Marketing funktioniert heute vom Kunden aus – Inbound Marketing Teil I

Vom Push zum Pull – Umdenken und Kunden gewinnen

Content bzw. Inbound Marketing ist ein Instrument für Produkte, Dienstleistungen und Personal-Recruiting bzw. die HR-Bereiche. Die konsequent angewandte Methodik entfaltet seine langfristige Wirkung in allen Unternehmensbereichen.

Was ist Push- bzw. Outbound Marketing?

Das englische Push für „Drücken“ klingt fast niedlich. Doch im Deutschen drängt sich auch gleich die Drückerkolonne auf. Meist unangenehme Zeitgenossen, die versuchen jemanden Dinge zu verkaufen, die er gar nicht haben will. Ähnlich verhält es sich mit der sog. Outbound-Werbung. Also Kommunikation, die nach außen gerichtet ist, die drückt. Doch im Zeitalter des Internet verliert diese Art der aufdringlichen Werbung immer mehr Potenziale, da die User schlicht und ergreifend nicht mehr auf Outbound-Werbung reagieren.

Häufig wird diese Werbemethodik im klassischen Vertrieb eingesetzt und beginnt oft mit (Kalt-)Akquise und Massenkontakten. Ebenso ist das Outbound-Marketing nach außen gerichtet. Das Produkt positioniert sich irgendwo in der Lebenswelt des Kunden, schreit laut und der Kunde reagiert darauf.
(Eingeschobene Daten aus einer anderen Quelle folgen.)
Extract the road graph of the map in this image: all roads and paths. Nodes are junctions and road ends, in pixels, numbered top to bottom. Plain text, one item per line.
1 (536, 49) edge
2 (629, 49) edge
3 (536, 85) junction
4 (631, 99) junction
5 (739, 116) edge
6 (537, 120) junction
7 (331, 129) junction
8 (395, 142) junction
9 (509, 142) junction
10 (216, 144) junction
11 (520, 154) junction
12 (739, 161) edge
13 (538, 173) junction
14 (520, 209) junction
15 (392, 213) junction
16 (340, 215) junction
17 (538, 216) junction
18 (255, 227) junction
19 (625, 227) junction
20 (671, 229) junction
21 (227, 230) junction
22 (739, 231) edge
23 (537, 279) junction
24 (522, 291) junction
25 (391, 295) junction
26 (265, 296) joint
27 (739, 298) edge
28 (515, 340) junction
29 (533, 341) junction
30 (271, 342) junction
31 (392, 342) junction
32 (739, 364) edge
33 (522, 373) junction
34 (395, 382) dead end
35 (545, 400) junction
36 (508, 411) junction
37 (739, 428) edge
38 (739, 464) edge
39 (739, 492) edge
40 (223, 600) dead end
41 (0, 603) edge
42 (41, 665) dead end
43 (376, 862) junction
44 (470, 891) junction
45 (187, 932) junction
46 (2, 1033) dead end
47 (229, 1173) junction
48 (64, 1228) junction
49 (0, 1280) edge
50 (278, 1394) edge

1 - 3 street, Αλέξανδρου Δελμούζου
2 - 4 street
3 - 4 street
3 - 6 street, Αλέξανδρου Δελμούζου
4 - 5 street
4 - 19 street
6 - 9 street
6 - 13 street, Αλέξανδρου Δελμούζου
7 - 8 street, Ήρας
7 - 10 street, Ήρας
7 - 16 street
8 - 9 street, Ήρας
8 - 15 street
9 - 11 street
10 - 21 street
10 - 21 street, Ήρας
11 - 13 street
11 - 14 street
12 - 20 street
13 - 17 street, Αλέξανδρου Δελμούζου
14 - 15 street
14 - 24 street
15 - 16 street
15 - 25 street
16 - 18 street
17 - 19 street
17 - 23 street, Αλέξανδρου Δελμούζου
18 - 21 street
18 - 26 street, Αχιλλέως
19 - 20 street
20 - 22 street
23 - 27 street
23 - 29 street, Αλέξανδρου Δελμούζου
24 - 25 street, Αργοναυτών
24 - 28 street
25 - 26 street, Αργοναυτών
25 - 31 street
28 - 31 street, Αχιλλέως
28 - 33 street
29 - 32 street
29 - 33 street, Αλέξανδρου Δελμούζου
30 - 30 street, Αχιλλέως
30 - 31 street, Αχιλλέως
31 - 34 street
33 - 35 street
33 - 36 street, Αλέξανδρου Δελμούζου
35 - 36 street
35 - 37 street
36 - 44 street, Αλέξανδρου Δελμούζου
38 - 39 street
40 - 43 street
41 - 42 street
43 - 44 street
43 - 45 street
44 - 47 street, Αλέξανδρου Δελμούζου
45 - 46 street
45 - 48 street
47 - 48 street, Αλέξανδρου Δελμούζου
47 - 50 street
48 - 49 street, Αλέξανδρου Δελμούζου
Aufdringliches Outbound-Marketing wird nicht grundlos immer aufwändiger und teurer
Aufdringliches Outbound-Marketing wird immer aufwändiger und teurer

Beiden ist gemeinsam, dass es zunehmend mehr Aufwand und monetären Einsatz erfordert die Aufmerksamkeit des gewünschten Publikums zu bekommen. Wie hoch die  Glaubwürdigkeit der Inhalte bei solchen Maßnahmen ist sei an dieser Stelle nur mal angedeutet.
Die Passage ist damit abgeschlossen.